What you need to do:
The answer must consist of every line in the data that contains "down".

Data extracts:

/---

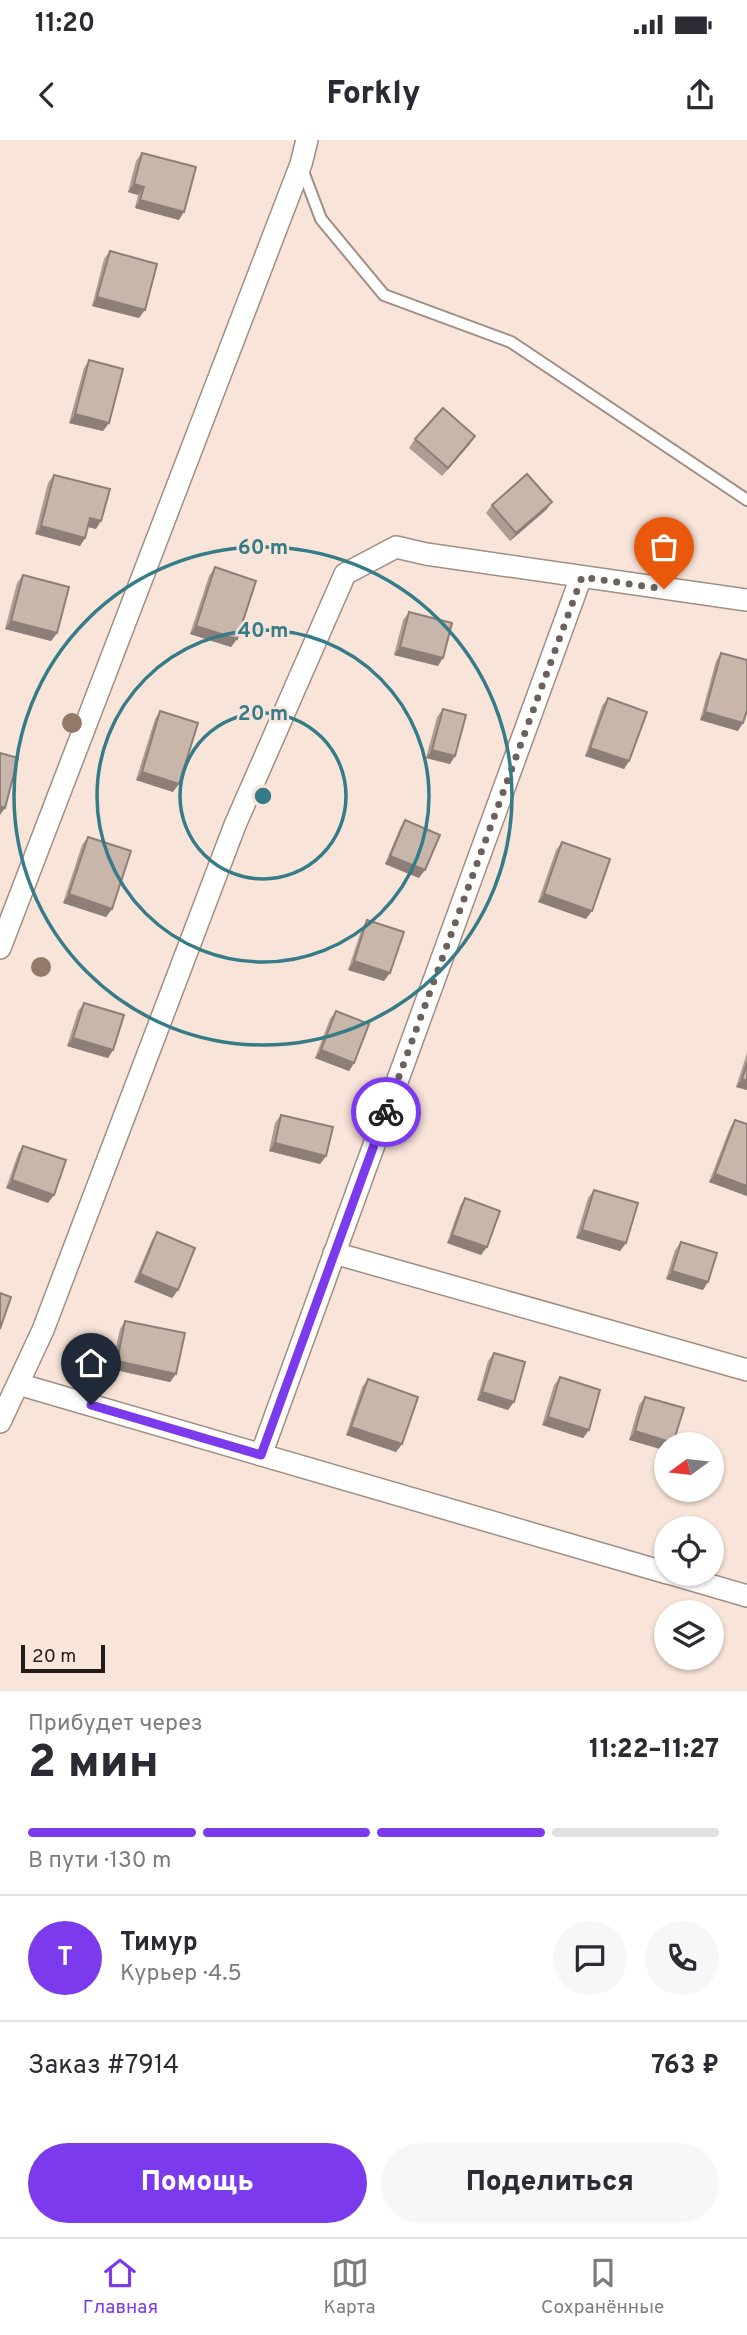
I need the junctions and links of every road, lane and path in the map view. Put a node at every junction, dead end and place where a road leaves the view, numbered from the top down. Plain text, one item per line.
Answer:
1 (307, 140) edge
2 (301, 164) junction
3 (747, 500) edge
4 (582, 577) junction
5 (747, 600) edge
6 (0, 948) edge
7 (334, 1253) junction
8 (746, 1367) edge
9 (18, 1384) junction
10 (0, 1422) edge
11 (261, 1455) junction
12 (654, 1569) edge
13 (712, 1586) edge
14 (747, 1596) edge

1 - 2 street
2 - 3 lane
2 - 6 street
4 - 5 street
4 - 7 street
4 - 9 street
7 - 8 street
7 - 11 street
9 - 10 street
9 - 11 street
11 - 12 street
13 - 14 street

\---
/---

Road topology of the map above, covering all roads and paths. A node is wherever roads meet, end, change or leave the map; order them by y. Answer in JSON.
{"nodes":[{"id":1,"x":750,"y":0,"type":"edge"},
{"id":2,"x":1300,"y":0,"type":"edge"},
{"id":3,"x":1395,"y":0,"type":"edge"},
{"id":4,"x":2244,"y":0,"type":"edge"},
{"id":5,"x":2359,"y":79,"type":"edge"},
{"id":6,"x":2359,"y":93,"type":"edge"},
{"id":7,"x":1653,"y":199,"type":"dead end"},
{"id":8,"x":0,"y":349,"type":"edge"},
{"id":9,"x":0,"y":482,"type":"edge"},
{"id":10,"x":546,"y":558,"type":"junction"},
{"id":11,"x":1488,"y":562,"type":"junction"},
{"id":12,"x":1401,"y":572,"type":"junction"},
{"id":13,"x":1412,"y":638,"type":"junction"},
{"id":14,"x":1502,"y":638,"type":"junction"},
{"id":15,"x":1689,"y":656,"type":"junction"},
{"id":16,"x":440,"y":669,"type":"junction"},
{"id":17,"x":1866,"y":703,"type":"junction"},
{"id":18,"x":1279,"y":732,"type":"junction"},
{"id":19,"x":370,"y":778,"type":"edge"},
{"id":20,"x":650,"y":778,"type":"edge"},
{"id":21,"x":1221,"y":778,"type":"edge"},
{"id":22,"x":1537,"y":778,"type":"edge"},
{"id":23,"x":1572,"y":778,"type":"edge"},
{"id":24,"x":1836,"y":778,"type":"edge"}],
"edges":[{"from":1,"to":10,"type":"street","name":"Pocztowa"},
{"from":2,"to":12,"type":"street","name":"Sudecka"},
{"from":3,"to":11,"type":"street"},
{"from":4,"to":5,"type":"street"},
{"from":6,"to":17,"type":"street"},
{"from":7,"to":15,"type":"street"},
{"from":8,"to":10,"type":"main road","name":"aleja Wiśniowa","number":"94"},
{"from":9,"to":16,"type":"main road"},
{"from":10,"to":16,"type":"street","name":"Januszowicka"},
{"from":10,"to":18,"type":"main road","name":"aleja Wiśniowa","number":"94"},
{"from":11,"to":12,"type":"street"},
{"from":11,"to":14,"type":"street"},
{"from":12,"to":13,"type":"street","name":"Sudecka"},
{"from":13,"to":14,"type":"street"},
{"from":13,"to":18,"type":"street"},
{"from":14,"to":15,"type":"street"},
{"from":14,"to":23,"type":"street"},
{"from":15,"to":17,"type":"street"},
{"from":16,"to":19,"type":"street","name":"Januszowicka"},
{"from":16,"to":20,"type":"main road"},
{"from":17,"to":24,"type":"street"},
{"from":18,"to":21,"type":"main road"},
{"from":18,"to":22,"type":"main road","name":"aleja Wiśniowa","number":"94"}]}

\---
/---

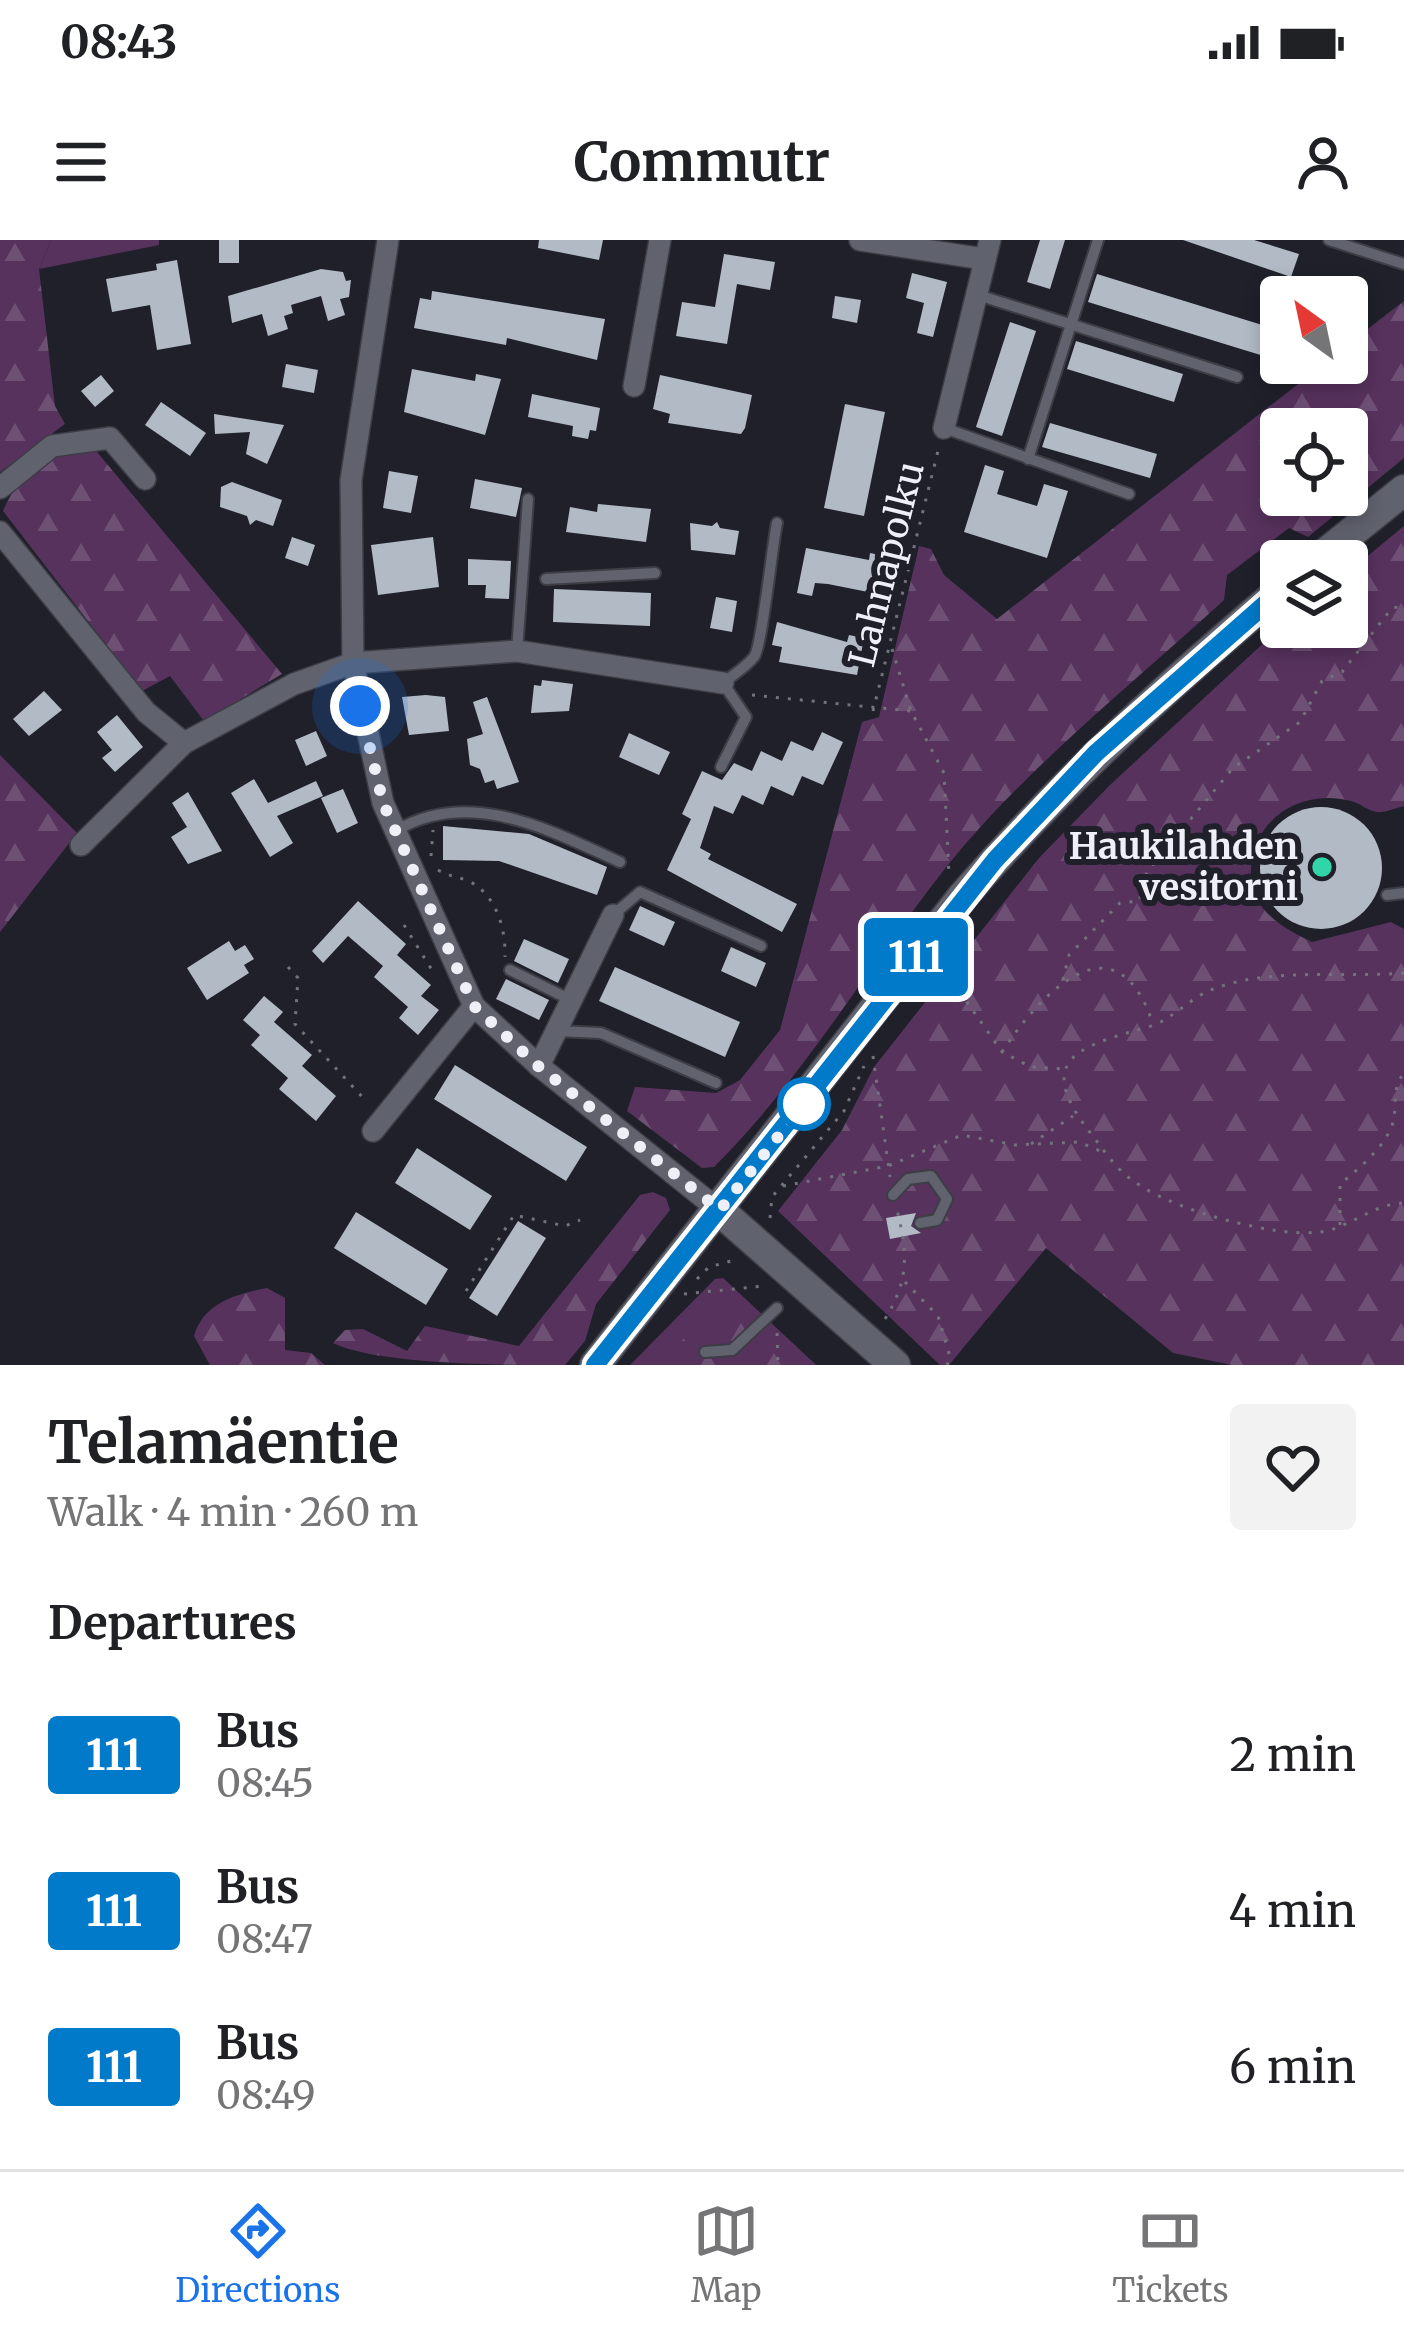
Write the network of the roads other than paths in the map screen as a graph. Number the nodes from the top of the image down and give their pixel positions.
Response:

\---

Exercise answer:
I need the junctions and links of every road, lane and path in the map view. Put a node at every junction, dead end and place where a road leaves the view, numbered from the top down. Plain text, one item per line.
Write the network of the roads other than paths in the map screen as a graph. Number the nodes from the top of the image down and give their pixel positions.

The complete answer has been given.